In the report, Redfin defined investors as “any institution or company that purchases residential real estate” using different types of companies, such as corporate trusts, limited liability companies and family trusts. These can be small mom-and-pop house flippers who own perhaps a handful of properties, to corporate investors like Blackstone Group, who own thousands.

According to Redfin economist Sheharyar Bokhari, the data shows that investors may not return to the market for the foreseeable future as falling house prices put them at risk of losing money. In the report, Bokhari wrote that some homebuyers still on the market “will no longer face fierce competition from hordes of cash-rich investors like they did last year.”

“Investors are unlikely to make a large-scale return to the market anytime soon,” explains Bokhari. “House prices would have to fall significantly for that to happen.”

The analysis compared county sales records from January 2020 through September 2022 in 40 of the country’s most populous metropolitan areas.

One of the reasons investors are uprooting from pandemic boomtowns is that these areas face the twin threats of high inflation and falling home prices. These challenges not only make homes more expensive to renovate, but they also jeopardize the profits investors seek.

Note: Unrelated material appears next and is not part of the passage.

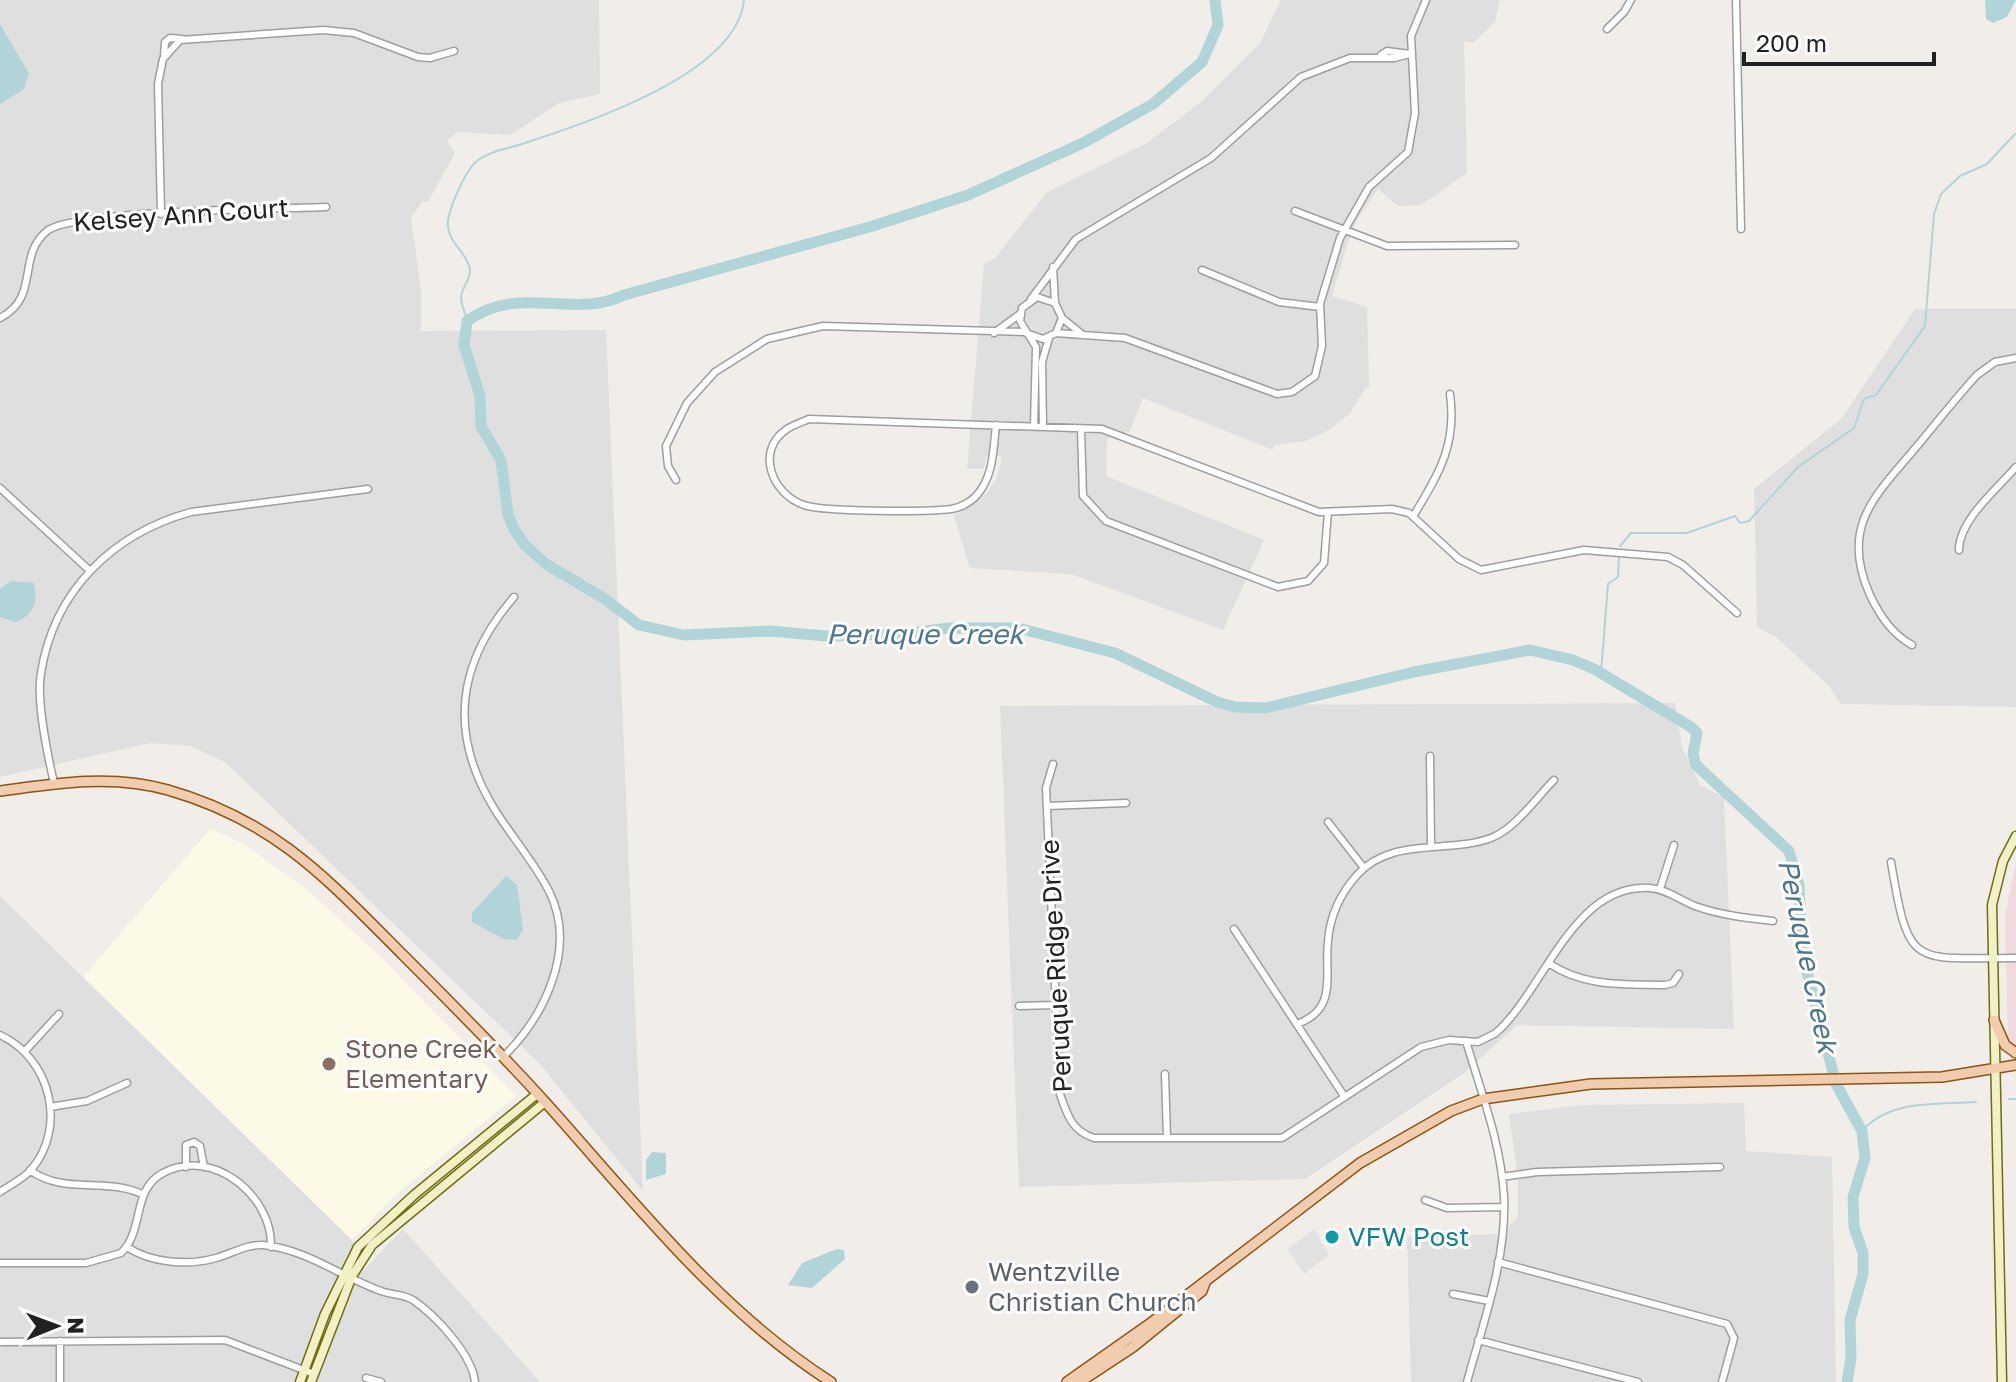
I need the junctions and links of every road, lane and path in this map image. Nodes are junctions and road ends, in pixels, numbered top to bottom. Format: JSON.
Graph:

For example, Phoenix had the country’s highest third-quarter inflation rate at 13% in the third quarter of 2022, according to data from Redfin. That figure includes a more than 18% increase in lodging prices, a 40% increase in gas prices and a 12.6% increase in the price of groceries. Meanwhile, home prices in the city are down 5.4% since June 2022 to a median price of $435,000.

Data from Redfin also shows that Las Vegas home prices have fallen nearly 10% since June 2022 to a median sale price of $390,000. The story remains the same in other pandemic boomtowns, such as Tampa, Florida, where average home sales prices have fallen 6% since June. And in Austin, the median sales price is down nearly 13% since June.

Other factors, such as a volatile stock market and broad economic uncertainty, also led investors to prioritize their spending in low-priced markets such as Baltimore, Maryland, where the median home price for investors was around $146,000, according to the analysis. In addition, some flippers face further risks in the softening market due to their portfolio being over-leveraged or being out of their numbers.